Even if it’s popular, remember that you have your own opinion, your own view of life. Don’t let people change that, because they haven’t seen the other side only you have. That’s the thing that makes you special, not by doing the same thing that people do, but by doing what you think is best, because to be better, you have to be you.
Bianca Salgado Alvarado
“To me, ‘good trouble’ means going against societal norms and sticking to my own morals and beliefs as a person — standing up for what is right regardless of what others think or say about me…Trouble isn’t always bad; sometimes we have to fight against what everyone else is doing so we can make positive change in the world around us, even if means overcoming fear of being judged. Good trouble can be a start to great and needed change as we stand together to improve our communities and the world for the better.”
“Good trouble is doing what is right and standing up for what you believe in.

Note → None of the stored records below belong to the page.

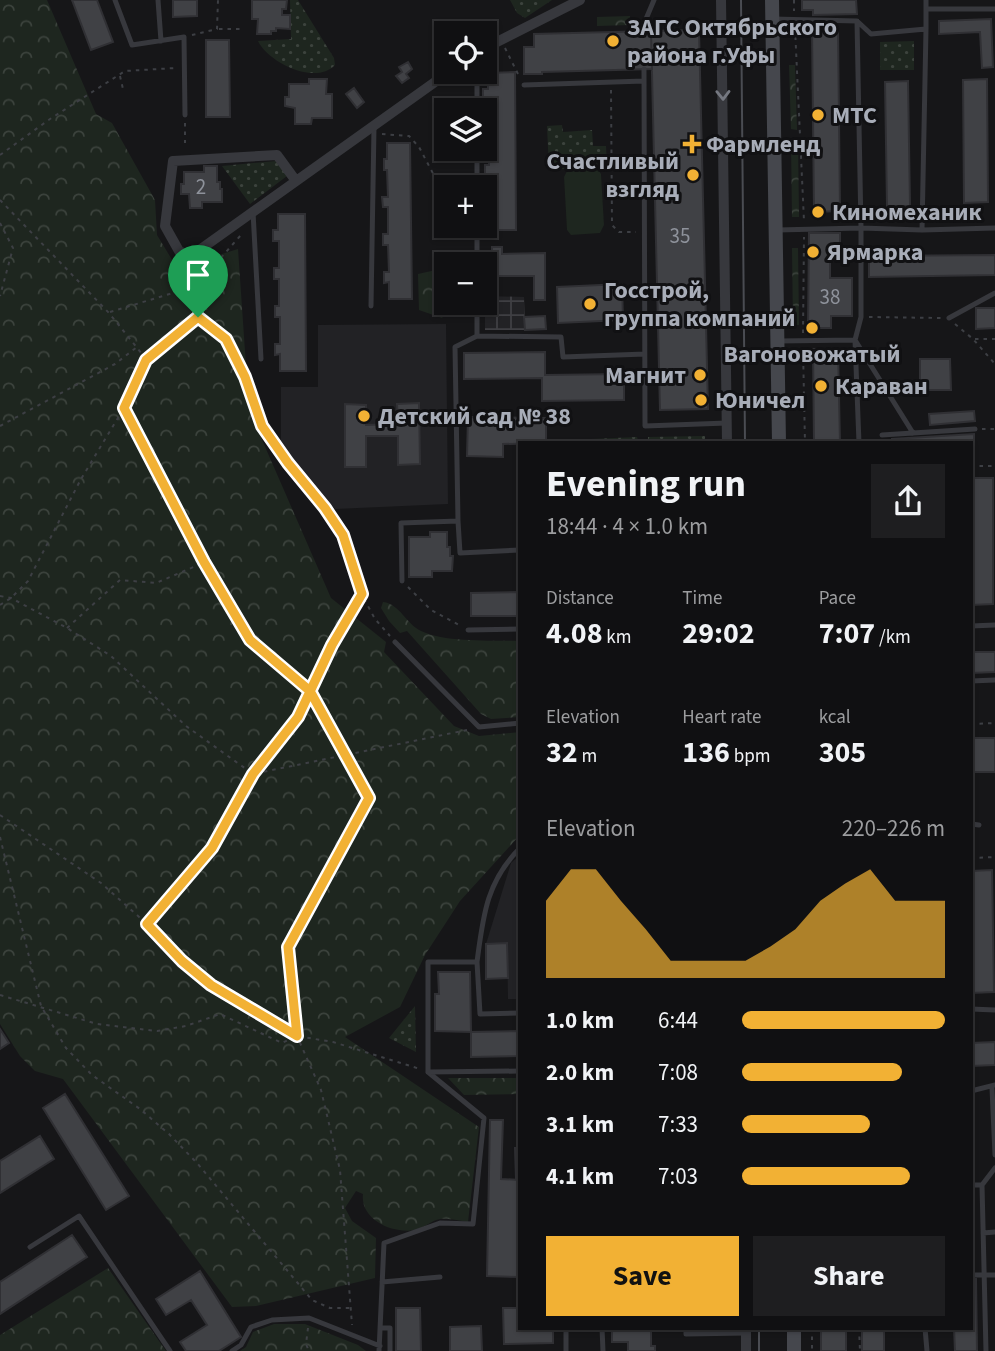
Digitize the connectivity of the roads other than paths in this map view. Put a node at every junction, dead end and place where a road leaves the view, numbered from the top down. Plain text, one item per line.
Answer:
1 (115, 0) edge
2 (159, 0) edge
3 (580, 0) edge
4 (654, 0) edge
5 (772, 0) edge
6 (926, 0) edge
7 (721, 1) edge
8 (926, 9) junction
9 (995, 9) edge
10 (772, 19) junction
11 (857, 21) junction
12 (926, 29) junction
13 (643, 32) dead end
14 (161, 41) junction
15 (497, 42) edge
16 (644, 69) dead end
17 (644, 81) junction
18 (434, 84) edge
19 (524, 85) road end
20 (185, 115) road end
21 (374, 130) junction
22 (296, 181) junction
23 (253, 212) junction
24 (861, 228) junction
25 (995, 228) edge
26 (776, 230) junction
27 (922, 230) junction
28 (995, 293) edge
29 (371, 306) dead end
30 (477, 315) edge
31 (949, 318) road end
32 (477, 336) junction
33 (855, 340) junction
34 (778, 341) junction
35 (645, 354) junction
36 (261, 359) dead end
37 (727, 424) junction
38 (975, 429) road end
39 (913, 433) junction
40 (882, 435) dead end
41 (727, 441) edge
42 (779, 441) edge
43 (859, 441) edge
44 (458, 521) junction
45 (518, 550) edge
46 (402, 581) road end
47 (995, 625) edge
48 (973, 626) edge
49 (518, 629) edge
50 (468, 630) road end
51 (395, 642) road end
52 (995, 680) edge
53 (973, 681) edge
54 (518, 723) edge
55 (973, 824) edge
56 (979, 824) dead end
57 (518, 850) edge
58 (477, 962) junction
59 (973, 1009) edge
60 (995, 1010) edge
61 (518, 1013) edge
62 (518, 1071) edge
63 (428, 1072) junction
64 (993, 1086) edge
65 (973, 1091) edge
66 (995, 1154) edge
67 (995, 1168) edge
68 (973, 1185) edge
69 (982, 1185) junction
70 (995, 1231) edge
71 (983, 1233) junction
72 (30, 1247) dead end
73 (973, 1275) edge
74 (984, 1275) junction
75 (995, 1275) edge
76 (440, 1277) dead end
77 (382, 1282) junction
78 (380, 1328) junction
79 (566, 1330) edge
80 (602, 1330) edge
81 (685, 1330) edge
82 (794, 1330) edge
83 (925, 1330) edge
84 (746, 1331) edge
85 (380, 1349) edge
86 (170, 1351) edge
87 (232, 1351) edge
88 (390, 1351) edge
89 (566, 1351) edge
90 (603, 1351) edge
91 (746, 1351) edge
92 (794, 1351) edge
93 (927, 1351) edge
94 (986, 1351) edge

1 - 14 lane
2 - 14 lane
3 - 15 street
4 - 13 lane
5 - 10 main road
6 - 8 lane
7 -> 37 street
8 - 9 lane
8 - 12 lane
10 - 11 lane
10 - 26 main road
11 - 12 lane
11 - 24 lane
12 - 27 lane
14 - 20 lane
16 - 17 lane
17 - 19 lane
17 - 35 lane
18 - 21 street
21 - 22 street
21 - 29 lane
22 - 23 street
22 - 23 street
23 - 36 lane
24 - 26 lane
24 - 27 lane
24 - 33 lane
25 - 27 lane
26 - 34 main road
28 - 31 lane
30 - 32 lane
32 - 35 lane
32 - 44 lane
33 - 34 lane
33 - 39 lane
33 - 43 lane
34 - 42 main road
35 - 37 lane
37 - 41 street
38 - 39 lane
39 - 40 lane
44 - 45 lane
44 - 46 lane
47 - 48 lane
49 - 50 lane
51 - 54 lane
52 - 53 lane
55 - 56 lane
57 - 58 lane
58 - 61 lane
58 - 63 lane
59 - 60 lane
62 - 63 lane
63 - 77 lane
64 - 65 lane
64 - 66 lane
67 - 69 lane
68 - 69 lane
69 - 71 lane
70 - 71 lane
71 - 74 lane
72 - 86 lane
73 - 74 lane
74 - 75 lane
74 - 94 lane
76 - 77 lane
77 - 78 lane
78 - 85 lane
78 - 88 lane
79 - 89 lane
80 - 90 lane
81 - 84 lane
82 - 92 main road
83 - 93 lane
84 - 91 street
85 - 87 lane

Seeing this and trying to comprehend what trouble is Good Trouble may be difficult, but it really just means that you may have to get your hands dirty and break the rules if it means that you are doing what is correct to uplift, inspire, help, and be a leader if you have to…I always try to remember that getting into Good Trouble is ok and that there are people out there that need others to help and support them even if we don’t know them. John Lewis was and still is a big inspiration, and we should all follow his example and get into Good Trouble when we need to.”
“Good trouble is the willpower to fight for what’s right even when everybody else thinks it’s wrong. It’s the power to see that you can make a difference and stand from the others…When I was younger, things in the past have definitely crossed my mind as to why I was Black or made me thought ‘I wish I wasn’t Black,’ basically because I wanted to look like everyone else that had surrounded me. But as I grow older, I soon come to realize that my skin, my melanin, has a story behind it. People with my skin have fought for their rights. As I grow older I start to embrace my skin, I start to love my melanin, I start to not want to be the same as my peers but want to be so different from them as it is beautiful in my eyes that I am Black.”